#### [WHAT YOU SHOULD DO]
Only the lines from the beginning of the entries through the one with "index pip: (450, 305)" should be written out, please, exactly and without any pictures.

#### [LISTED RECORDS]
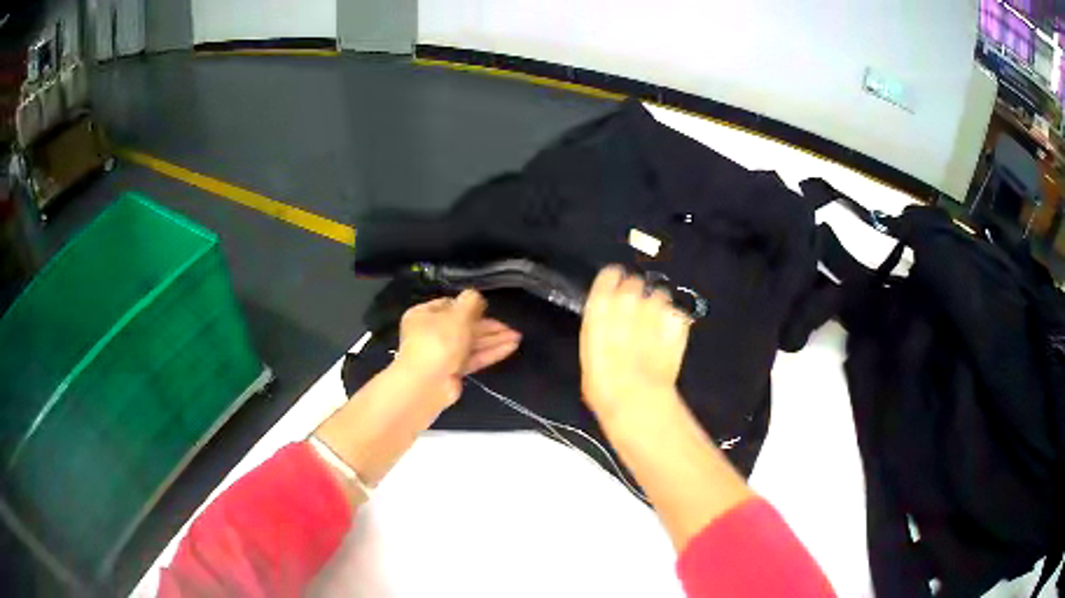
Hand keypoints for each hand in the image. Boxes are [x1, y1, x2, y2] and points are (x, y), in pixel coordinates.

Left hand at [395, 290, 521, 405]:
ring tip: (517, 337)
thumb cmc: (438, 342)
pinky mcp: (453, 371)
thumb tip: (477, 296)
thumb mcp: (457, 315)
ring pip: (471, 343)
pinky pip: (474, 358)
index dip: (470, 305)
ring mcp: (443, 354)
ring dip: (494, 339)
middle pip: (464, 325)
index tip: (488, 307)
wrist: (427, 383)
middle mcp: (431, 333)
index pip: (450, 305)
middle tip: (510, 325)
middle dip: (488, 325)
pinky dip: (491, 352)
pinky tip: (511, 347)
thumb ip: (471, 302)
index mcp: (424, 315)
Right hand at [580, 266, 691, 420]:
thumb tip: (607, 331)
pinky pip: (677, 314)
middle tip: (636, 315)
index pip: (609, 275)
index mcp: (600, 304)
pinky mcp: (679, 321)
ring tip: (656, 328)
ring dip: (658, 306)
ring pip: (661, 294)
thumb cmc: (603, 384)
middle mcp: (628, 298)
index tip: (615, 289)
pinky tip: (670, 338)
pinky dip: (674, 323)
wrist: (637, 397)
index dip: (614, 282)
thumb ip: (601, 332)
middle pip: (636, 282)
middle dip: (637, 295)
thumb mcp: (590, 355)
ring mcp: (656, 308)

#### [RESPONSE]
Hand keypoints for each hand in the image. Boxes are [x1, y1, x2, y2] and points are (x, y), in pixel coordinates.

Left hand at [395, 290, 521, 405]:
ring tip: (517, 337)
thumb cmc: (438, 342)
pinky mcp: (453, 371)
thumb tip: (477, 296)
thumb mcp: (457, 315)
ring pip: (471, 343)
pinky pip: (474, 358)
index dip: (470, 305)
ring mcp: (443, 354)
ring dip: (494, 339)
middle pip: (464, 325)
index tip: (488, 307)
wrist: (427, 383)
middle mcp: (431, 333)
index pip: (450, 305)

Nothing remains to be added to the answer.